A truly epic work on the historiography of medieval mulieres sanctae, this long-anticipated volume has certainly been worth the wait. The editors of the volume, Alastair Minnis and Rosalynn Voaden, both of whom are notable authorities on medieval writing, skilfully bring together an impressive array of prominent researchers whose work will already be well known to many who have an interest in female spirituality and religious literature in Western Europe 1100–1500. The essays in the volume are arranged to cover details about the larger context of the political, social, economic, and religious culture of a geographical region as well as the individual holy women themselves. As such, five thematic introductory essays begin the volume, followed by twenty-two essays arranged geographically into seven ‘Parts’: the British Isles, France, the German Territories, the Iberian Peninsula, Italy, the Low Countries, and Scandinavia. Each geographic area is covered by a survey that is then followed by essays on individual women.

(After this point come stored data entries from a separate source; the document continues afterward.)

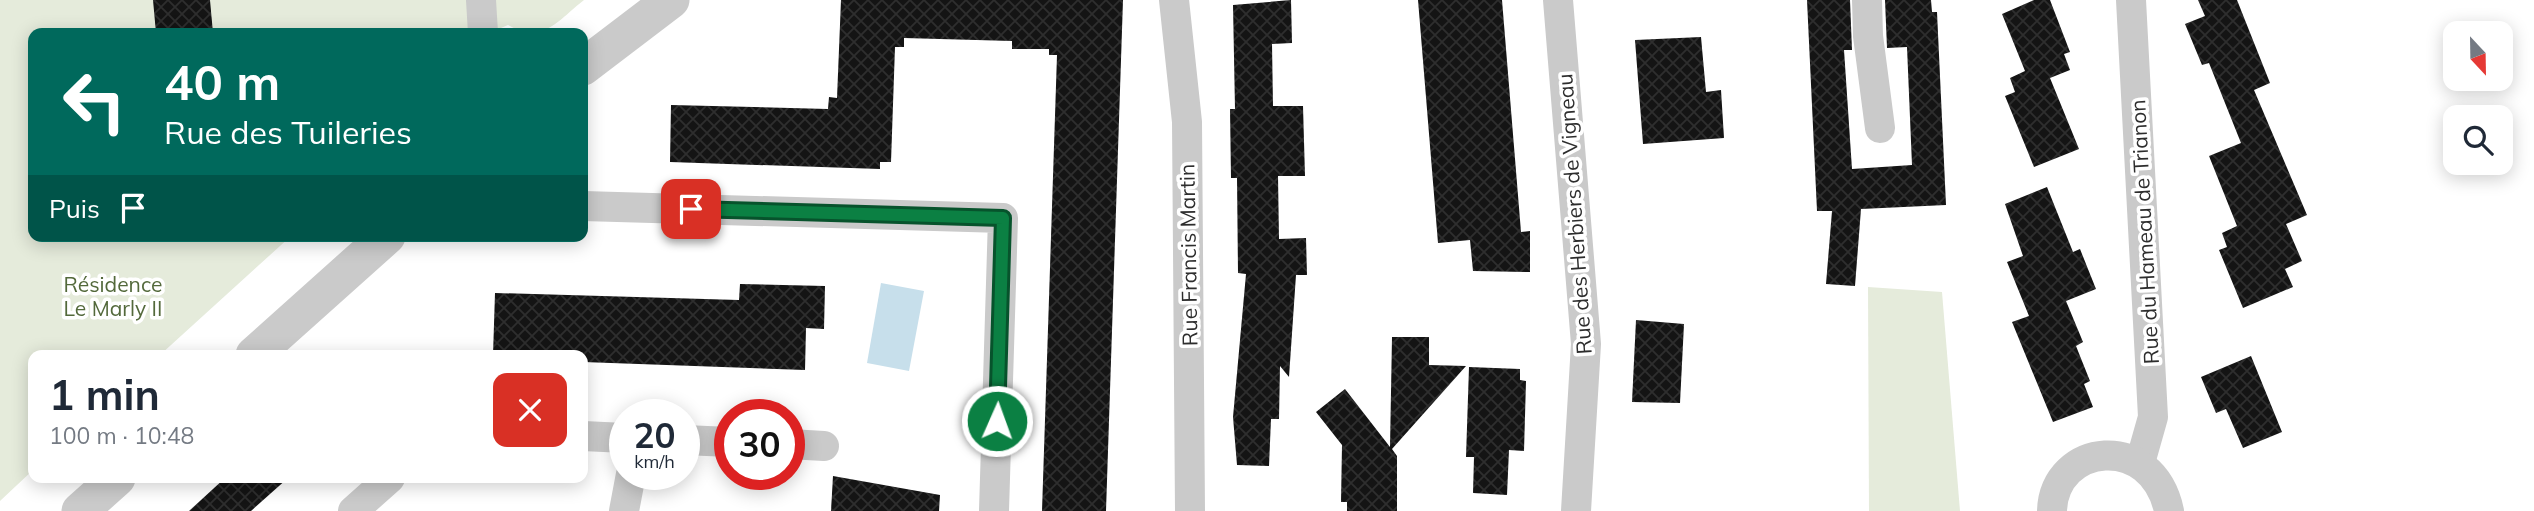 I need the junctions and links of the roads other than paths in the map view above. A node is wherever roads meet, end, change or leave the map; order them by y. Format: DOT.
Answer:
graph roads {
  1 [pos="481,0"];
  2 [pos="671,0"];
  3 [pos="1174,0"];
  4 [pos="1558,0"];
  5 [pos="1867,0"];
  6 [pos="2131,0"];
  7 [pos="483,28"];
  8 [pos="588,63"];
  9 [pos="1880,128"];
  10 [pos="588,206"];
  11 [pos="380,242"];
  12 [pos="260,350"];
  13 [pos="588,436"];
  14 [pos="609,437"];
  15 [pos="805,445"];
  16 [pos="824,446"];
  17 [pos="2140,463"];
  18 [pos="112,483"];
  19 [pos="384,483"];
  20 [pos="628,490"];
  21 [pos="87,509"];
  22 [pos="353,511"];
  23 [pos="624,511"];
  24 [pos="994,511"];
  25 [pos="1189,511"];
  26 [pos="1576,511"];
  27 [pos="2052,511"];
  28 [pos="2169,511"];
  1 -- 7 [label="street"];
  2 -- 8 [label="street"];
  3 -- 25 [label="street, Rue Francis Martin"];
  4 -- 26 [label="street, Rue des Herbiers de Vigneau"];
  5 -- 9 [label="street"];
  6 -- 17 [label="street, Rue du Hameau de Trianon"];
  10 -- 24 [label="street"];
  11 -- 12 [label="street"];
  13 -- 14 [label="street"];
  15 -- 16 [label="street"];
  17 -- 27 [label="street"];
  17 -- 28 [label="street"];
  18 -- 21 [label="street"];
  19 -- 22 [label="street"];
  20 -- 23 [label="street"];
} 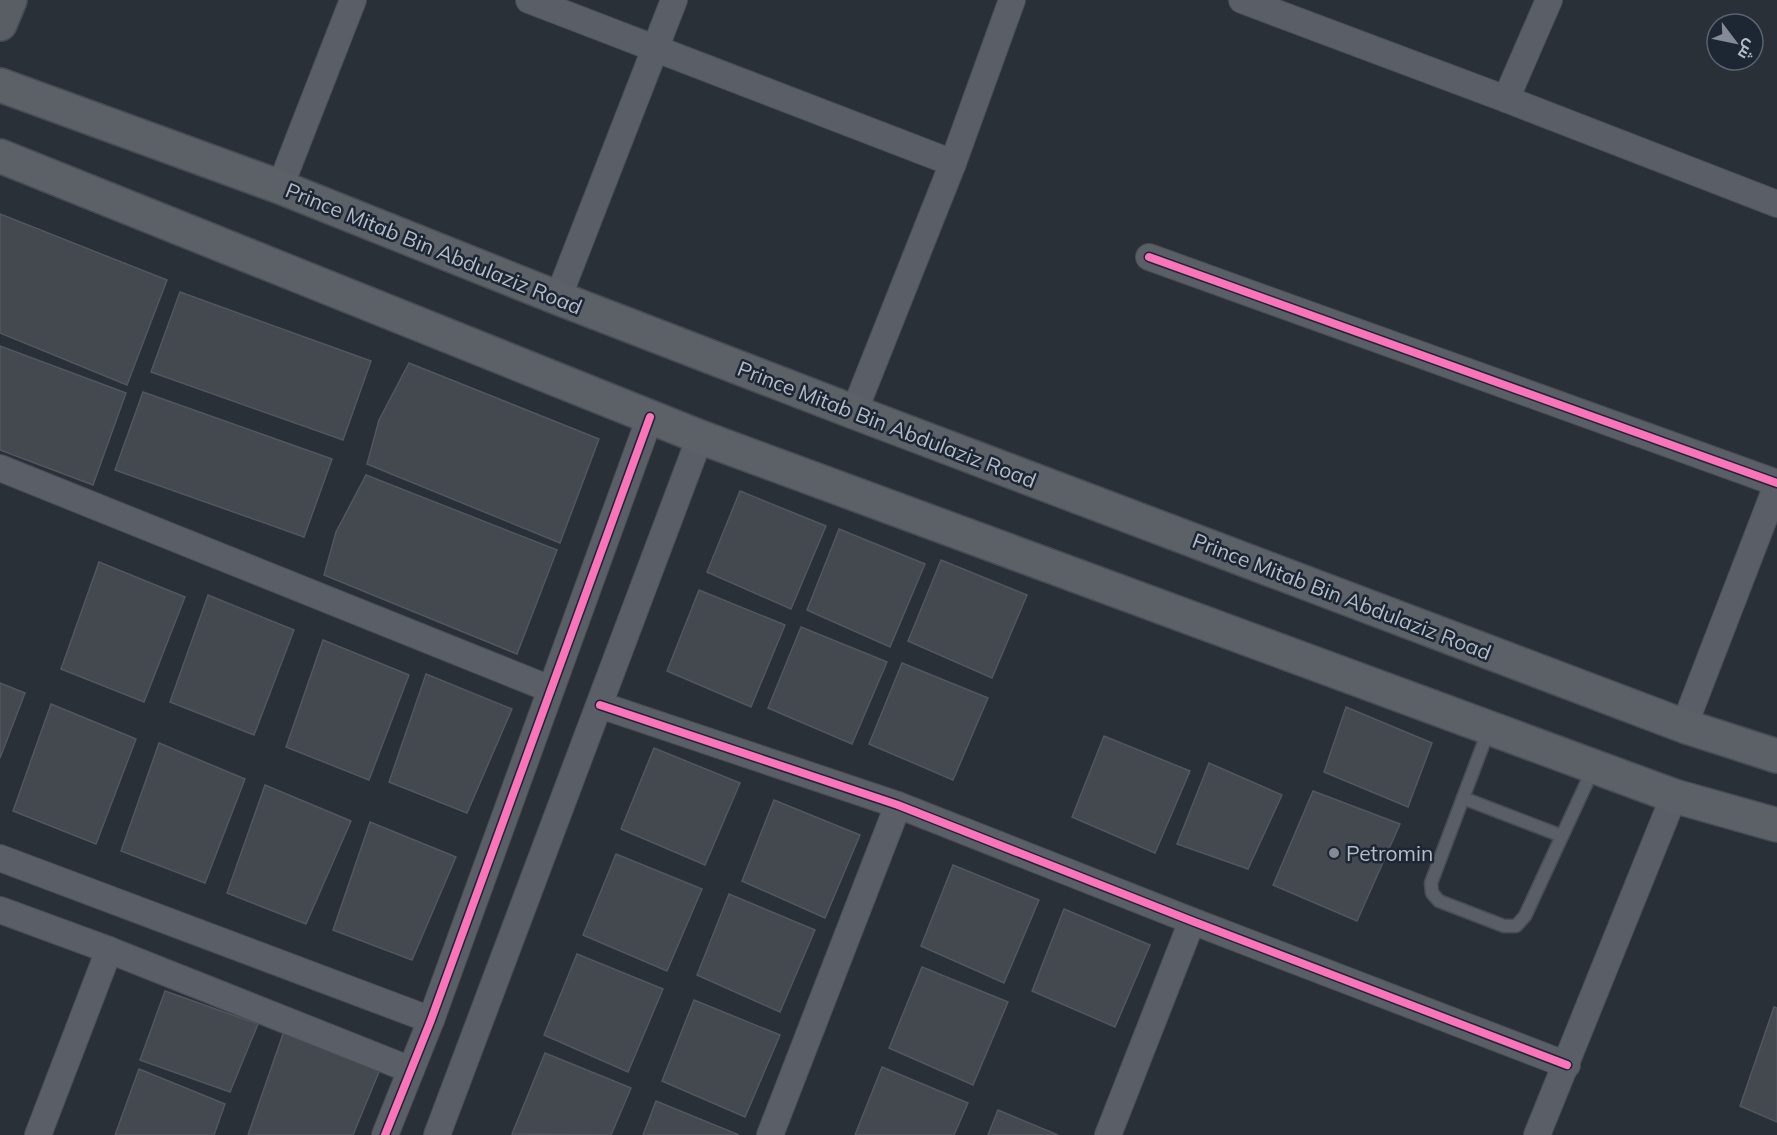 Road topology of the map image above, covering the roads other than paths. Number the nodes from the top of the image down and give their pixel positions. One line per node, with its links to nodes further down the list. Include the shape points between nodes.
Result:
1 (10, 0): 8 (street)
2 (353, 0): 14 (street)
3 (529, 0): 9 (street)
4 (674, 0): 9 (street)
5 (1012, 0): 13 (street)
6 (1242, 0): 11 (street)
7 (1549, 0): 11 (street)
8 (0, 24)
9 (655, 48): 13 (street); 17 (street)
10 (0, 85): 14 (main road, Prince Mitab Bin Abdulaziz Road)
11 (1506, 99): 15 (street)
12 (0, 156): 19 (main road)
13 (953, 163): 18 (street)
14 (280, 187): 17 (main road, Prince Mitab Bin Abdulaziz Road)
15 (1777, 204)
16 (1149, 257): 22 (street)
17 (558, 298): 18 (main road, Prince Mitab Bin Abdulaziz Road)
18 (854, 412): 25 (main road, Prince Mitab Bin Abdulaziz Road)
19 (650, 417): 20 (main road); 23 (street)
20 (700, 437): 24 (street); 26 (main road)
21 (0, 468): 23 (street)
22 (1777, 484): 25 (street)
23 (550, 689): 38 (street)
24 (600, 705): 31 (street); 43 (street)
25 (1684, 726): 27 (main road, Prince Mitab Bin Abdulaziz Road)
26 (1489, 728): 28 (main road); 30 (lane)
27 (1777, 756)
28 (1594, 766): 29 (main road); 33 (lane)
29 (1674, 796): 32 (main road); 39 (street)
30 (1463, 798): 33 (lane); 33 (lane, via 1431,883 1432,893 1439,901 1504,926 1516,926 1525,916)
31 (898, 805): 36 (street); 44 (street)
32 (1777, 825)
33 (1562, 836)
34 (0, 858): 38 (street)
35 (0, 910): 37 (street)
36 (1192, 921): 39 (street); 45 (street)
37 (109, 950): 40 (street); 41 (street)
38 (431, 1020): 40 (street)
39 (1567, 1065): 46 (street)
40 (411, 1070): 42 (street)
41 (38, 1135)
42 (385, 1135)
43 (437, 1135)
44 (770, 1135)
45 (1108, 1135)
46 (1537, 1135) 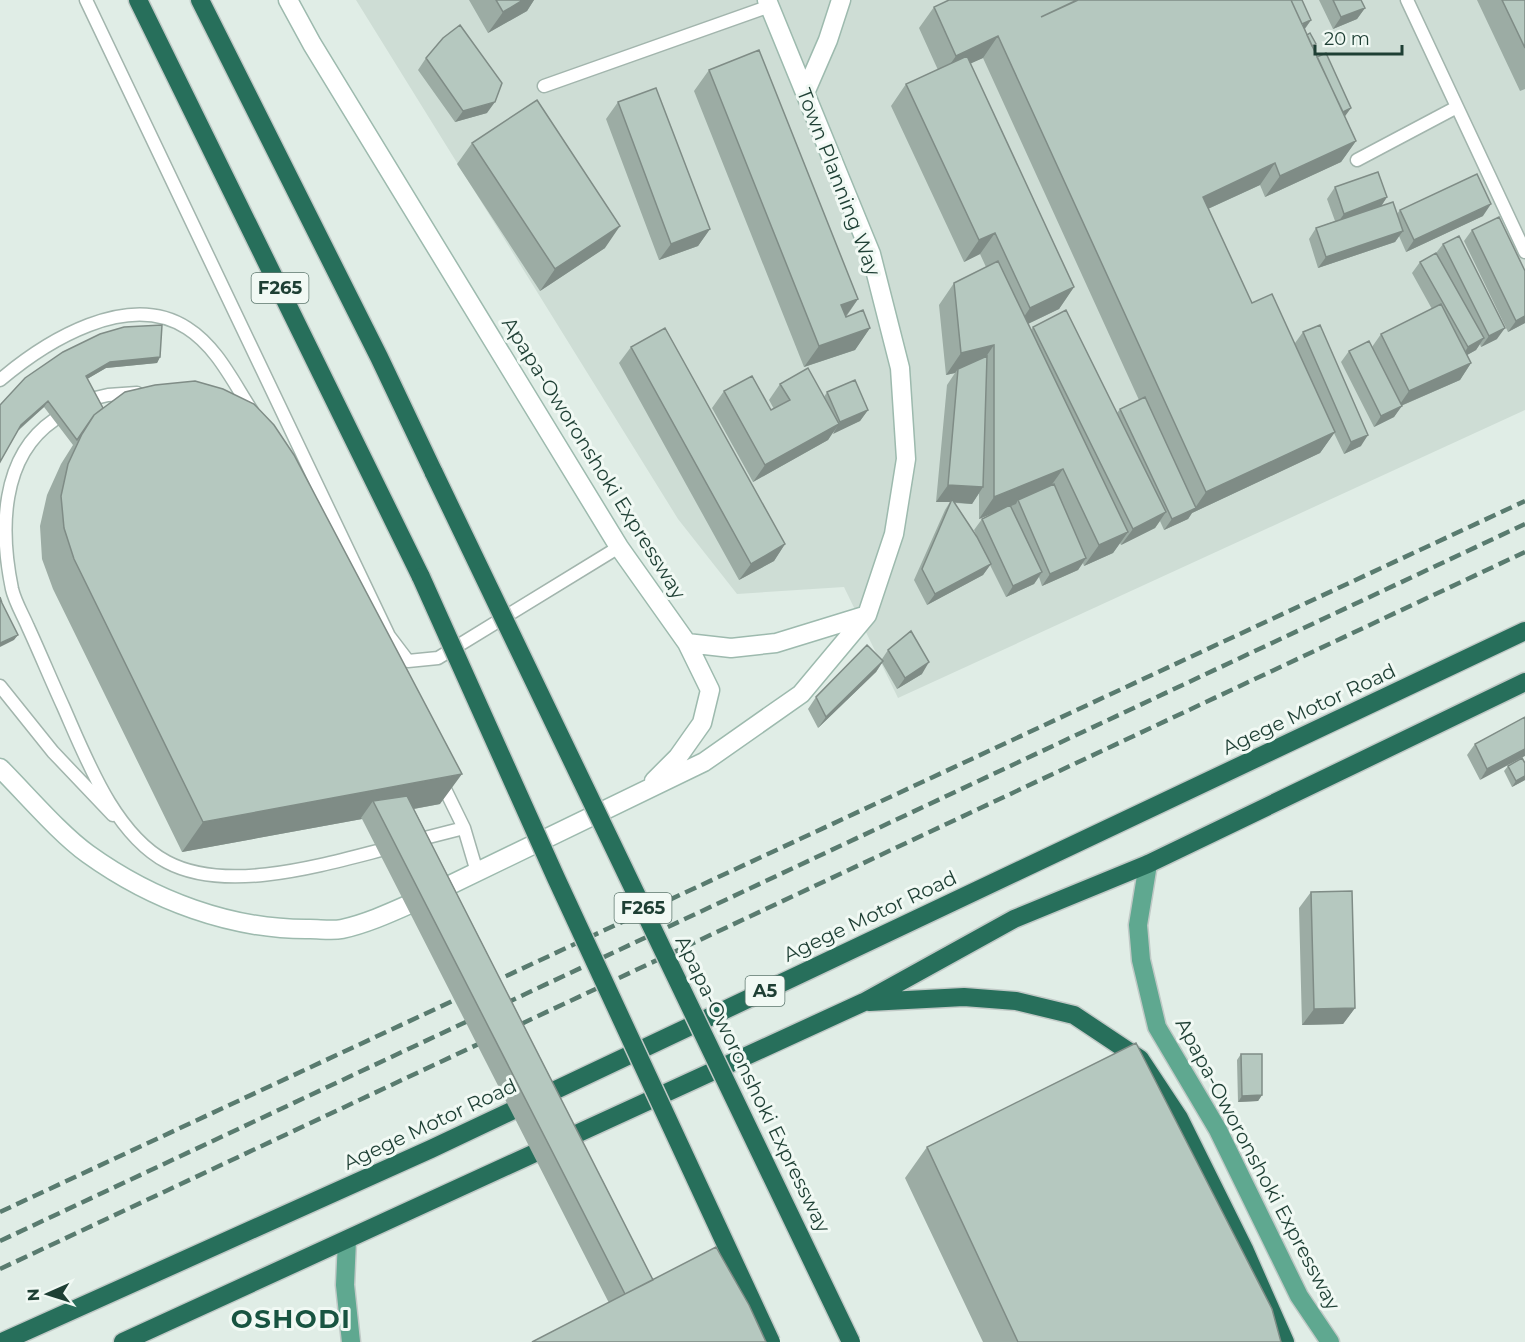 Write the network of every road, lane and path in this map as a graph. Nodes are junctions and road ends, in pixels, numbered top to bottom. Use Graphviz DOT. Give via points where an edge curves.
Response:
graph roads {
  1 [pos="86,0"];
  2 [pos="138,0"];
  3 [pos="200,0"];
  4 [pos="288,0"];
  5 [pos="841,0"];
  6 [pos="1407,0"];
  7 [pos="768,3"];
  8 [pos="544,86"];
  9 [pos="805,93"];
  10 [pos="1457,107"];
  11 [pos="1357,160"];
  12 [pos="1525,252"];
  13 [pos="0,380"];
  14 [pos="147,393"];
  15 [pos="91,399"];
  16 [pos="54,420"];
  17 [pos="250,421"];
  18 [pos="619,547"];
  19 [pos="867,615"];
  20 [pos="1525,632"];
  21 [pos="687,643"];
  22 [pos="1525,682"];
  23 [pos="0,686"];
  24 [pos="434,765"];
  25 [pos="0,768"];
  26 [pos="644,791"];
  27 [pos="464,828"];
  28 [pos="126,829"];
  29 [pos="1148,864"];
  30 [pos="477,872"];
  31 [pos="864,1002"];
  32 [pos="347,1240"];
  33 [pos="2,1342"];
  34 [pos="123,1342"];
  35 [pos="351,1342"];
  36 [pos="771,1342"];
  37 [pos="851,1342"];
  38 [pos="1285,1342"];
  39 [pos="1330,1342"];
  1 -- 18 [label="lane" via="389,636 408,661 438,658"];
  2 -- 36 [label="highway, F265, bridge" via="421,578"];
  3 -- 37 [label="highway, Apapa-Oworonshoki Expressway / F265, bridge" via="379,357"];
  4 -- 18 [label="main road, Apapa-Oworonshoki Expressway"];
  5 -- 9 [label="main road"];
  6 -- 10 [label="lane"];
  7 -- 8 [label="lane"];
  7 -- 9 [label="main road, Town Planning Way"];
  9 -- 19 [label="main road, Town Planning Way" via="871,254 900,368 906,459 894,534"];
  10 -- 11 [label="lane"];
  10 -- 12 [label="lane"];
  13 -- 17 [label="lane" via="27,357 90,323 118,317 157,316 187,328 214,352"];
  14 -- 15 [label="lane"];
  16 -- 28 [label="lane" via="31,441 15,464 9,487 5,534 12,591 83,752"];
  18 -- 21 [label="main road, Apapa-Oworonshoki Expressway"];
  19 -- 21 [label="main road" via="776,643 731,648"];
  19 -- 26 [label="main road" via="801,694 704,762"];
  20 -- 33 [label="highway, Agege Motor Road / A5" via="431,1149"];
  21 -- 26 [label="main road, Apapa-Oworonshoki Expressway" via="710,690 702,723 678,757"];
  22 -- 29 [label="highway, A5"];
  23 -- 28 [label="lane" via="53,752"];
  24 -- 27 [label="lane"];
  25 -- 30 [label="main road" via="87,853 178,903 234,922 290,929 340,929 383,916"];
  26 -- 30 [label="main road"];
  27 -- 28 [label="lane" via="292,873 208,875 167,862"];
  27 -- 30 [label="lane"];
  29 -- 31 [label="highway, A5" via="1014,919"];
  29 -- 39 [label="main road, Apapa-Oworonshoki Expressway" via="1138,924 1141,960 1157,1027 1218,1130 1299,1296"];
  31 -- 32 [label="highway, A5"];
  31 -- 38 [label="highway" via="964,997 1016,1001 1074,1015 1140,1059 1179,1118"];
  32 -- 34 [label="highway, A5"];
  32 -- 35 [label="main road" via="345,1285"];
}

Dylan Elliot provides the first of the introductory essays on the female body and spirituality, followed by Alastair Minnis on the varying religious roles permitted to women in Western Europe during the medieval period. John Coakley then adds a discussion of women’s voices and the pervasiveness of male clerical authors, John van Engen follows with an essay on the known extant sister books, and Peter Biller concludes the introductory section with a detailed exposition of women’s involvement with heretical groups across Europe such as the Lollards, Cathars, and Waldensians. The surveys, each followed by essays on individual holy women, that comprise the remaining chapters of the volume offer valuable insights into the geopolitical position of holy women across a range of regional contexts.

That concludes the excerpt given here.